Ambassador Patrick Moon and Srdjan Vranasevic (center) spoke to press on Monday at the Eden Garden factory in East Sarajevo |
The company is a
beneficiary of the Fostering Interventions for Rapid Market Advancement (FIRMA)
project, jointly sponsored by the U.S. Agency for International Development
(USAID) and the Swedish International Development and Cooperation Agency (SIDA).
“Thanks to
USAID, we entered the Croatian market, which is very important to us,” Srdjan
Vranesevic told me when I visited the factory on Monday, February 27, adding,
“Croatia is now buying 30 percent of our products.”
Too many
politicians here continue to fan the tired old flames of ethnic division in the
Balkans.

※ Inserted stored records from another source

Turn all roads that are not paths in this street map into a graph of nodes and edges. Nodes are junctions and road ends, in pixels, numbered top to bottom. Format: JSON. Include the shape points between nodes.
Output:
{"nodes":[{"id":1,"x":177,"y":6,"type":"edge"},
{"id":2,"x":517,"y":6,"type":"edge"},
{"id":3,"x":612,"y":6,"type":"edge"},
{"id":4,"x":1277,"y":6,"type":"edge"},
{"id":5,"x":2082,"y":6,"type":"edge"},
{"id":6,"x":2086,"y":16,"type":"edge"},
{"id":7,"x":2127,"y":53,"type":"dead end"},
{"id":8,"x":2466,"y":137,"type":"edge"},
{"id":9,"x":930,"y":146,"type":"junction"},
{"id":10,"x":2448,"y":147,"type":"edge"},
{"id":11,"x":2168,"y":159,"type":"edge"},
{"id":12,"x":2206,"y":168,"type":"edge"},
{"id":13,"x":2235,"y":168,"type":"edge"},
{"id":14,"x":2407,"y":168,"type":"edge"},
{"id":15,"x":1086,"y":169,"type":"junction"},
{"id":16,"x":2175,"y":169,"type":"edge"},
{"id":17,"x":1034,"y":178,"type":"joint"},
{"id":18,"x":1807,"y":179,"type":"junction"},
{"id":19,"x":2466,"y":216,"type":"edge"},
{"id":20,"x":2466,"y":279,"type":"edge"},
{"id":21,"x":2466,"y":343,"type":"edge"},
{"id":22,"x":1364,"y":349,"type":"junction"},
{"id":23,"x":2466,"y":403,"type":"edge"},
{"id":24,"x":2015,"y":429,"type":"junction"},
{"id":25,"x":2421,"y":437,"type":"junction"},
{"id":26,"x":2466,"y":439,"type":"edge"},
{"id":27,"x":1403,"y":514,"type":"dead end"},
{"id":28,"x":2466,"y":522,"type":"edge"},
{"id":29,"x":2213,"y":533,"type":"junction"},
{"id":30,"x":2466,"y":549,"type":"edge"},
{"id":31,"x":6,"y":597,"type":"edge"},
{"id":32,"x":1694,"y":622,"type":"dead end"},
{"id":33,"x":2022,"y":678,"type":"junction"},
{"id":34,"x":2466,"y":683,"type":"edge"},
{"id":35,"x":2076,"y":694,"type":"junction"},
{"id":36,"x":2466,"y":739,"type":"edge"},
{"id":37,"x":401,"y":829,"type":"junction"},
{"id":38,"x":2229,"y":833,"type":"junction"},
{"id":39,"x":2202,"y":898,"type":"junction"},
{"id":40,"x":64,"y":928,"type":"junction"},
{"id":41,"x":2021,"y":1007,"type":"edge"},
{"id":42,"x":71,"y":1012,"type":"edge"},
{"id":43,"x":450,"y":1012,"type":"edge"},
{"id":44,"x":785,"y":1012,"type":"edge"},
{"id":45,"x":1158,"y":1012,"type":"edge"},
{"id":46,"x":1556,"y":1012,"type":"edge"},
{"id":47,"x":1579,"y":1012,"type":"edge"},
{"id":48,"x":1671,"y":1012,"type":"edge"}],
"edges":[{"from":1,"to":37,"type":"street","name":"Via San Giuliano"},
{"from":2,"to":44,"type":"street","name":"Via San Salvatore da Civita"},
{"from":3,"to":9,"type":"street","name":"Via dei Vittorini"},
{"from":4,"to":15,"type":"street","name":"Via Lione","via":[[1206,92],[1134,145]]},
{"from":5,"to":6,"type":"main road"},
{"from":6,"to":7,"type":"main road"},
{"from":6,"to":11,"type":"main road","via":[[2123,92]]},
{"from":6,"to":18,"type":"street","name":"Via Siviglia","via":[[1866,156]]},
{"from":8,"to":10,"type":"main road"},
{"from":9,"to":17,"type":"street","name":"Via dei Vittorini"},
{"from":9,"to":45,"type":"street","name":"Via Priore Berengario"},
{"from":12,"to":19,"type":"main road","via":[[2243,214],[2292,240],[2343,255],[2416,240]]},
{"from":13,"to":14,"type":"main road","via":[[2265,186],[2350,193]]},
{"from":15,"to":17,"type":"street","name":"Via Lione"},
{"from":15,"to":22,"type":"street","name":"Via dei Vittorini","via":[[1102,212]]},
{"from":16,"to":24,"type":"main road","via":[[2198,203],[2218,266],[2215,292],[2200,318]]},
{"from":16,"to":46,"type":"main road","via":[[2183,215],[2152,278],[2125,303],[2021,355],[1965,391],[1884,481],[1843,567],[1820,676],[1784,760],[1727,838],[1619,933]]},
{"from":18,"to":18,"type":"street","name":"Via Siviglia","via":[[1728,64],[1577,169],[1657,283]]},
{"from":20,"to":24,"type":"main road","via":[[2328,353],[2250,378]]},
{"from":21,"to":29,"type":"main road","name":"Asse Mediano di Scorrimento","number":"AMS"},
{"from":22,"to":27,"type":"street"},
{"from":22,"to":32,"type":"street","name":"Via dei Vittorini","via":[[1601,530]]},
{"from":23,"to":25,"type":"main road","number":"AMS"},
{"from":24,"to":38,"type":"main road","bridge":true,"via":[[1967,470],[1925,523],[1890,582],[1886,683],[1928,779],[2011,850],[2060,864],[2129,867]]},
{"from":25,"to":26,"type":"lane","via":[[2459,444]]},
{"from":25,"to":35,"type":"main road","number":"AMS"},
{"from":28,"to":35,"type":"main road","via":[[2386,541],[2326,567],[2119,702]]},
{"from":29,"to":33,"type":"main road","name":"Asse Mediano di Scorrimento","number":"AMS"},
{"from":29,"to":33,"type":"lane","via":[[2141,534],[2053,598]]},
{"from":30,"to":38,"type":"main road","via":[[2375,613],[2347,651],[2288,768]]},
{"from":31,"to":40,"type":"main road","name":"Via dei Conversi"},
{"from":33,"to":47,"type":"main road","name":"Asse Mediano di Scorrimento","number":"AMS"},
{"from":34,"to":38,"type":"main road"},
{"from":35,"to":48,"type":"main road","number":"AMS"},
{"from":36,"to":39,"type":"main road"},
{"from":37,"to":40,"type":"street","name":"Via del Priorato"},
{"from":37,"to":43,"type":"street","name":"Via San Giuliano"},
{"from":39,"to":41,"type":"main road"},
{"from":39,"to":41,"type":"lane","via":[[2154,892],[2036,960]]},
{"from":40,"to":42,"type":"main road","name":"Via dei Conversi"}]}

I wish they would spend more
time listening to small business owners, like the Vraneševićs, who are focused
on creating jobs and putting their talents to productive use. This Bosnian Serb-owned factory supports 15
workers and their families in East Sarajevo: They don’t care if their umbrellas
provide shade to Croats, Bosniaks, Serbs, or Floridians.
Eden Garden
could support even more jobs if not for a bureaucracy that has slowed their
expansion. Their request for a
construction permit has been delayed.
Their trucks often spend all day waiting for a customs inspection. To business people, time is money, and I again
call on politicians in BiH to work together to make the business climate more
friendly to entrepreneurs who can create jobs.